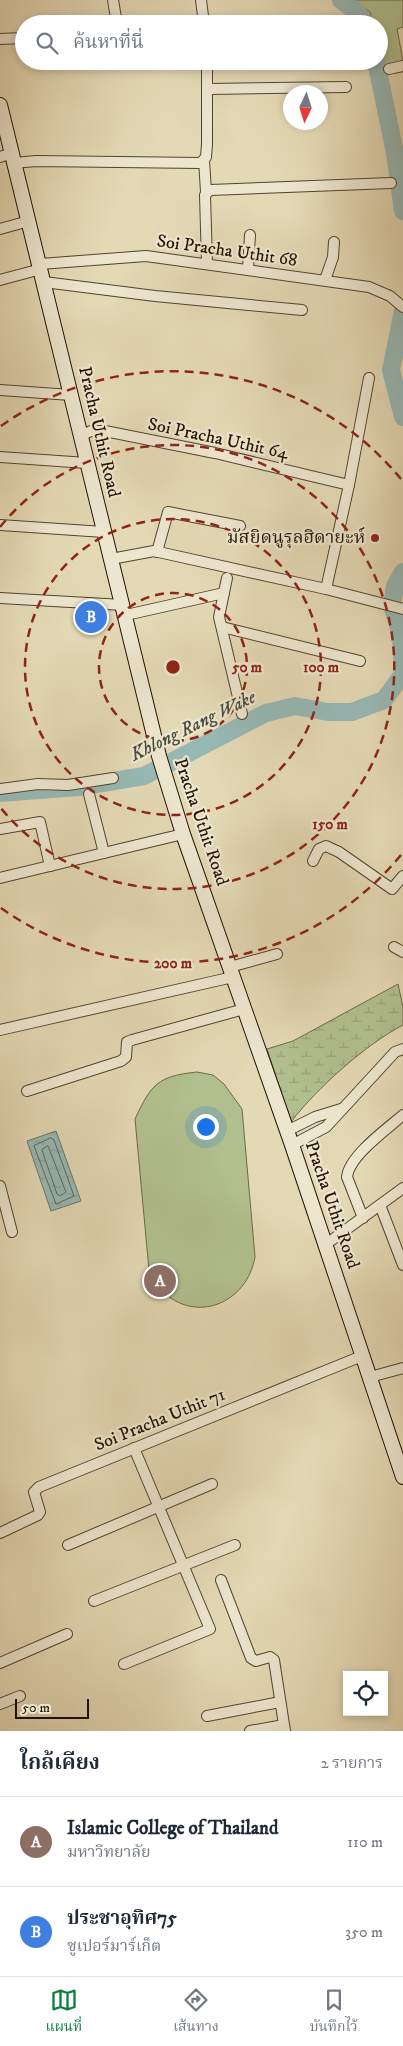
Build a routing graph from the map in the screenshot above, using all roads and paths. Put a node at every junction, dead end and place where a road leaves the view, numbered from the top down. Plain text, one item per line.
1 (113, 0) edge
2 (201, 0) edge
3 (116, 15) edge
4 (203, 15) edge
5 (15, 38) edge
6 (0, 39) edge
7 (403, 66) edge
8 (389, 69) dead end
9 (207, 70) edge
10 (346, 87) dead end
11 (208, 89) junction
12 (0, 105) edge
13 (9, 158) edge
14 (204, 160) junction
15 (391, 183) dead end
16 (206, 192) junction
17 (29, 222) junction
18 (0, 229) edge
19 (250, 235) dead end
20 (334, 242) dead end
21 (208, 263) junction
22 (248, 269) junction
23 (42, 272) junction
24 (0, 280) edge
25 (325, 280) junction
26 (399, 304) edge
27 (302, 310) dead end
28 (369, 378) dead end
29 (0, 390) edge
30 (71, 395) junction
31 (80, 436) junction
32 (0, 457) edge
33 (87, 463) junction
34 (349, 485) junction
35 (0, 525) edge
36 (240, 526) dead end
37 (104, 532) junction
38 (157, 552) junction
39 (111, 559) junction
40 (227, 578) dead end
41 (326, 589) junction
42 (224, 593) junction
43 (0, 598) edge
44 (402, 608) edge
45 (124, 610) junction
46 (222, 627) junction
47 (360, 661) dead end
48 (242, 714) dead end
49 (114, 778) dead end
50 (0, 789) edge
51 (89, 794) dead end
52 (0, 830) edge
53 (183, 834) junction
54 (104, 853) junction
55 (313, 860) dead end
56 (50, 866) junction
57 (403, 876) edge
58 (0, 878) edge
59 (277, 954) dead end
60 (232, 972) junction
61 (244, 1009) junction
62 (0, 1030) edge
63 (403, 1049) edge
64 (27, 1091) dead end
65 (341, 1109) junction
66 (403, 1115) edge
67 (287, 1131) junction
68 (292, 1145) junction
69 (0, 1186) edge
70 (403, 1188) edge
71 (2, 1205) edge
72 (380, 1205) junction
73 (363, 1218) junction
74 (12, 1232) dead end
75 (399, 1243) edge
76 (325, 1245) junction
77 (403, 1265) edge
78 (362, 1356) junction
79 (403, 1368) edge
80 (370, 1378) junction
81 (134, 1448) junction
82 (403, 1477) edge
83 (212, 1484) dead end
84 (159, 1507) junction
85 (0, 1533) edge
86 (68, 1545) dead end
87 (235, 1545) dead end
88 (184, 1566) junction
89 (221, 1580) dead end
90 (94, 1601) dead end
91 (67, 1634) dead end
92 (0, 1663) edge
93 (124, 1664) dead end
94 (20, 1696) dead end
95 (280, 1702) junction
96 (0, 1704) edge
97 (207, 1716) dead end
98 (284, 1728) edge
99 (250, 1731) edge

1 - 3 street
2 - 4 street
5 - 6 street
7 - 8 street
9 - 11 street
10 - 11 street
11 - 14 street
12 - 13 main road, Pracha Uthit Road
13 - 14 street
13 - 17 main road, Pracha Uthit Road
14 - 16 street
15 - 16 street
16 - 21 street
17 - 18 street
17 - 23 main road, Pracha Uthit Road
19 - 22 street
20 - 25 street
21 - 22 street, Soi Pracha Uthit 68
21 - 23 street, Soi Pracha Uthit 68
22 - 25 street, Soi Pracha Uthit 68
23 - 24 street
23 - 27 street
23 - 30 main road, Pracha Uthit Road
25 - 26 street, Soi Pracha Uthit 68
28 - 34 street
29 - 30 street
30 - 31 main road, Pracha Uthit Road
31 - 33 main road, Pracha Uthit Road
31 - 34 street, Soi Pracha Uthit 64
32 - 33 street
33 - 37 main road, Pracha Uthit Road
34 - 41 street
35 - 37 street
36 - 38 street
37 - 39 main road, Pracha Uthit Road
38 - 39 street
38 - 41 street
39 - 45 main road, Pracha Uthit Road
40 - 42 street
41 - 44 street
42 - 45 street
42 - 46 street
43 - 45 street
45 - 53 main road, Pracha Uthit Road
46 - 47 street
46 - 48 street
49 - 50 street
51 - 54 street
52 - 56 street
53 - 54 street
53 - 60 main road, Pracha Uthit Road
54 - 56 street
55 - 57 street
56 - 58 street
59 - 60 street
60 - 61 main road, Pracha Uthit Road
60 - 62 street
61 - 64 street
61 - 67 main road, Pracha Uthit Road
63 - 65 street
65 - 67 street
65 - 68 street
66 - 73 street
67 - 68 main road, Pracha Uthit Road
68 - 76 main road, Pracha Uthit Road
69 - 71 street
70 - 72 street
71 - 74 street
72 - 73 street
72 - 75 street
73 - 76 street
75 - 77 street
76 - 78 main road, Pracha Uthit Road
78 - 80 main road, Pracha Uthit Road
78 - 81 street, Soi Pracha Uthit 71
79 - 80 street
80 - 82 main road, Pracha Uthit Road
81 - 84 street
81 - 85 street, Soi Pracha Uthit 71
83 - 84 street
84 - 86 street
84 - 88 street
87 - 88 street
88 - 90 street
88 - 93 street
89 - 95 street
91 - 92 street
94 - 96 street
95 - 97 street
95 - 98 street
98 - 99 street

+ + + + + + +

→ What is being asked
Would you return the entries verbatim, minus any images?

→ Result
Build a routing graph from the map in the screenshot above, using all roads and paths. Put a node at every junction, dead end and place where a road leaves the view, numbered from the top down. Plain text, one item per line.
1 (113, 0) edge
2 (201, 0) edge
3 (116, 15) edge
4 (203, 15) edge
5 (15, 38) edge
6 (0, 39) edge
7 (403, 66) edge
8 (389, 69) dead end
9 (207, 70) edge
10 (346, 87) dead end
11 (208, 89) junction
12 (0, 105) edge
13 (9, 158) edge
14 (204, 160) junction
15 (391, 183) dead end
16 (206, 192) junction
17 (29, 222) junction
18 (0, 229) edge
19 (250, 235) dead end
20 (334, 242) dead end
21 (208, 263) junction
22 (248, 269) junction
23 (42, 272) junction
24 (0, 280) edge
25 (325, 280) junction
26 (399, 304) edge
27 (302, 310) dead end
28 (369, 378) dead end
29 (0, 390) edge
30 (71, 395) junction
31 (80, 436) junction
32 (0, 457) edge
33 (87, 463) junction
34 (349, 485) junction
35 (0, 525) edge
36 (240, 526) dead end
37 (104, 532) junction
38 (157, 552) junction
39 (111, 559) junction
40 (227, 578) dead end
41 (326, 589) junction
42 (224, 593) junction
43 (0, 598) edge
44 (402, 608) edge
45 (124, 610) junction
46 (222, 627) junction
47 (360, 661) dead end
48 (242, 714) dead end
49 (114, 778) dead end
50 (0, 789) edge
51 (89, 794) dead end
52 (0, 830) edge
53 (183, 834) junction
54 (104, 853) junction
55 (313, 860) dead end
56 (50, 866) junction
57 (403, 876) edge
58 (0, 878) edge
59 (277, 954) dead end
60 (232, 972) junction
61 (244, 1009) junction
62 (0, 1030) edge
63 (403, 1049) edge
64 (27, 1091) dead end
65 (341, 1109) junction
66 (403, 1115) edge
67 (287, 1131) junction
68 (292, 1145) junction
69 (0, 1186) edge
70 (403, 1188) edge
71 (2, 1205) edge
72 (380, 1205) junction
73 (363, 1218) junction
74 (12, 1232) dead end
75 (399, 1243) edge
76 (325, 1245) junction
77 (403, 1265) edge
78 (362, 1356) junction
79 (403, 1368) edge
80 (370, 1378) junction
81 (134, 1448) junction
82 (403, 1477) edge
83 (212, 1484) dead end
84 (159, 1507) junction
85 (0, 1533) edge
86 (68, 1545) dead end
87 (235, 1545) dead end
88 (184, 1566) junction
89 (221, 1580) dead end
90 (94, 1601) dead end
91 (67, 1634) dead end
92 (0, 1663) edge
93 (124, 1664) dead end
94 (20, 1696) dead end
95 (280, 1702) junction
96 (0, 1704) edge
97 (207, 1716) dead end
98 (284, 1728) edge
99 (250, 1731) edge

1 - 3 street
2 - 4 street
5 - 6 street
7 - 8 street
9 - 11 street
10 - 11 street
11 - 14 street
12 - 13 main road, Pracha Uthit Road
13 - 14 street
13 - 17 main road, Pracha Uthit Road
14 - 16 street
15 - 16 street
16 - 21 street
17 - 18 street
17 - 23 main road, Pracha Uthit Road
19 - 22 street
20 - 25 street
21 - 22 street, Soi Pracha Uthit 68
21 - 23 street, Soi Pracha Uthit 68
22 - 25 street, Soi Pracha Uthit 68
23 - 24 street
23 - 27 street
23 - 30 main road, Pracha Uthit Road
25 - 26 street, Soi Pracha Uthit 68
28 - 34 street
29 - 30 street
30 - 31 main road, Pracha Uthit Road
31 - 33 main road, Pracha Uthit Road
31 - 34 street, Soi Pracha Uthit 64
32 - 33 street
33 - 37 main road, Pracha Uthit Road
34 - 41 street
35 - 37 street
36 - 38 street
37 - 39 main road, Pracha Uthit Road
38 - 39 street
38 - 41 street
39 - 45 main road, Pracha Uthit Road
40 - 42 street
41 - 44 street
42 - 45 street
42 - 46 street
43 - 45 street
45 - 53 main road, Pracha Uthit Road
46 - 47 street
46 - 48 street
49 - 50 street
51 - 54 street
52 - 56 street
53 - 54 street
53 - 60 main road, Pracha Uthit Road
54 - 56 street
55 - 57 street
56 - 58 street
59 - 60 street
60 - 61 main road, Pracha Uthit Road
60 - 62 street
61 - 64 street
61 - 67 main road, Pracha Uthit Road
63 - 65 street
65 - 67 street
65 - 68 street
66 - 73 street
67 - 68 main road, Pracha Uthit Road
68 - 76 main road, Pracha Uthit Road
69 - 71 street
70 - 72 street
71 - 74 street
72 - 73 street
72 - 75 street
73 - 76 street
75 - 77 street
76 - 78 main road, Pracha Uthit Road
78 - 80 main road, Pracha Uthit Road
78 - 81 street, Soi Pracha Uthit 71
79 - 80 street
80 - 82 main road, Pracha Uthit Road
81 - 84 street
81 - 85 street, Soi Pracha Uthit 71
83 - 84 street
84 - 86 street
84 - 88 street
87 - 88 street
88 - 90 street
88 - 93 street
89 - 95 street
91 - 92 street
94 - 96 street
95 - 97 street
95 - 98 street
98 - 99 street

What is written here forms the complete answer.